How to Replace the Oven Temperature Sensor on a Maytag Stove
The oven temperature sensor (RTD — Resistance Temperature Detector) tells your Maytag oven control board the current cavity temperature so it can regulate heating element cycling. When this sensor fails, the oven either overheats (sensor reading too low, so the board runs the element continuously), underheats (sensor reading too high, so the board cuts power prematurely), or triggers F3-series error codes indicating a temperature circuit fault. This is a beginner-friendly repair that takes 15-25 minutes.
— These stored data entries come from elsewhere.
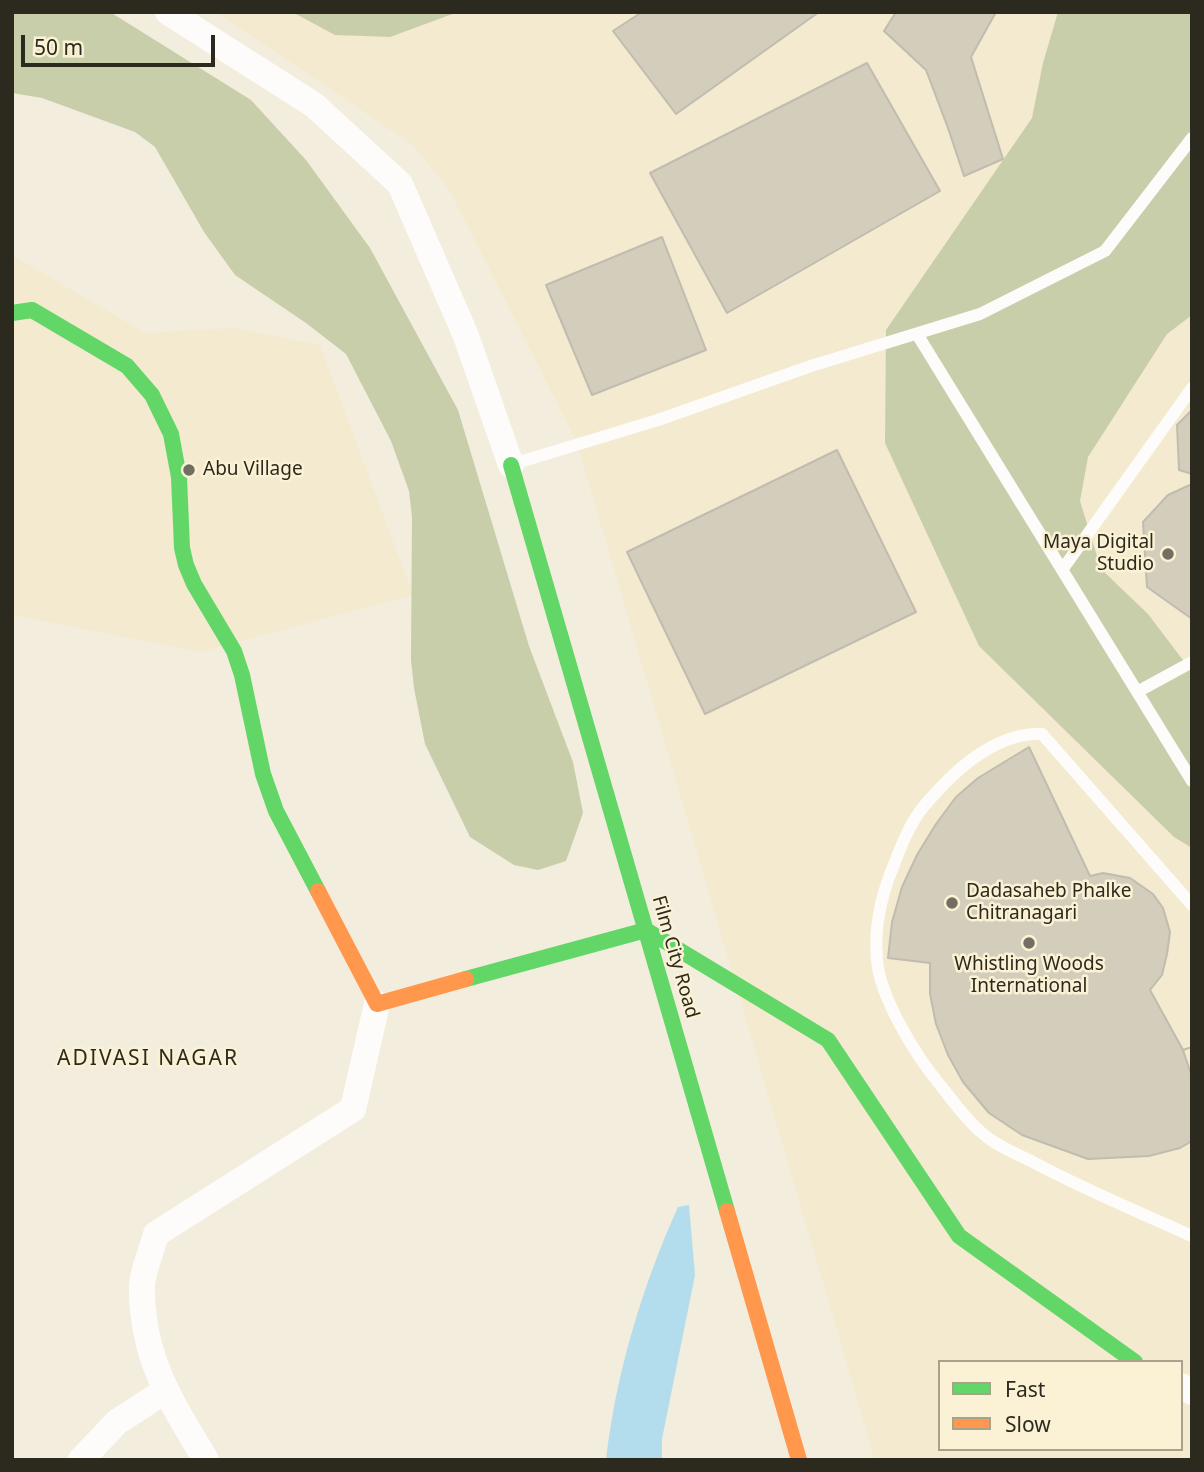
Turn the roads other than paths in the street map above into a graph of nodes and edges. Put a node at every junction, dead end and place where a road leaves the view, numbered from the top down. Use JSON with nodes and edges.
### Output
{"nodes":[{"id":1,"x":167,"y":12,"type":"edge"},
{"id":2,"x":1192,"y":138,"type":"edge"},
{"id":3,"x":12,"y":313,"type":"edge"},
{"id":4,"x":917,"y":334,"type":"junction"},
{"id":5,"x":1192,"y":388,"type":"edge"},
{"id":6,"x":511,"y":465,"type":"junction"},
{"id":7,"x":1062,"y":570,"type":"junction"},
{"id":8,"x":1192,"y":662,"type":"edge"},
{"id":9,"x":1138,"y":692,"type":"junction"},
{"id":10,"x":1192,"y":781,"type":"edge"},
{"id":11,"x":1192,"y":905,"type":"edge"},
{"id":12,"x":646,"y":930,"type":"junction"},
{"id":13,"x":377,"y":1004,"type":"junction"},
{"id":14,"x":1192,"y":1236,"type":"edge"},
{"id":15,"x":1132,"y":1360,"type":"edge"},
{"id":16,"x":165,"y":1391,"type":"junction"},
{"id":17,"x":81,"y":1460,"type":"edge"},
{"id":18,"x":205,"y":1460,"type":"edge"},
{"id":19,"x":799,"y":1460,"type":"edge"}],
"edges":[{"from":1,"to":6,"type":"street"},
{"from":2,"to":4,"type":"lane"},
{"from":3,"to":13,"type":"street"},
{"from":4,"to":6,"type":"lane"},
{"from":4,"to":7,"type":"lane"},
{"from":5,"to":7,"type":"lane"},
{"from":6,"to":12,"type":"street","name":"Film City Road"},
{"from":7,"to":9,"type":"lane"},
{"from":8,"to":9,"type":"lane"},
{"from":9,"to":10,"type":"lane"},
{"from":11,"to":14,"type":"lane"},
{"from":12,"to":13,"type":"street"},
{"from":12,"to":15,"type":"street"},
{"from":12,"to":19,"type":"street","name":"Film City Road"},
{"from":13,"to":16,"type":"street"},
{"from":16,"to":17,"type":"street"},
{"from":16,"to":18,"type":"street"}]}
Maytag oven temperature sensors share the Whirlpool Corporation standard — same mounting, connector, and resistance specifications across all platform brands. The sensor is a thin metal probe mounted at the top-rear of the oven cavity with a wire harness that connects through the rear wall to the control board.
Before You Start
- Tools needed: Phillips #2 screwdriver or 1/4" nut driver (one or two screws), multimeter
- Parts needed: Oven temperature sensor/RTD probe (verify connector style matches — most Maytag models use a 2-pin plug connector)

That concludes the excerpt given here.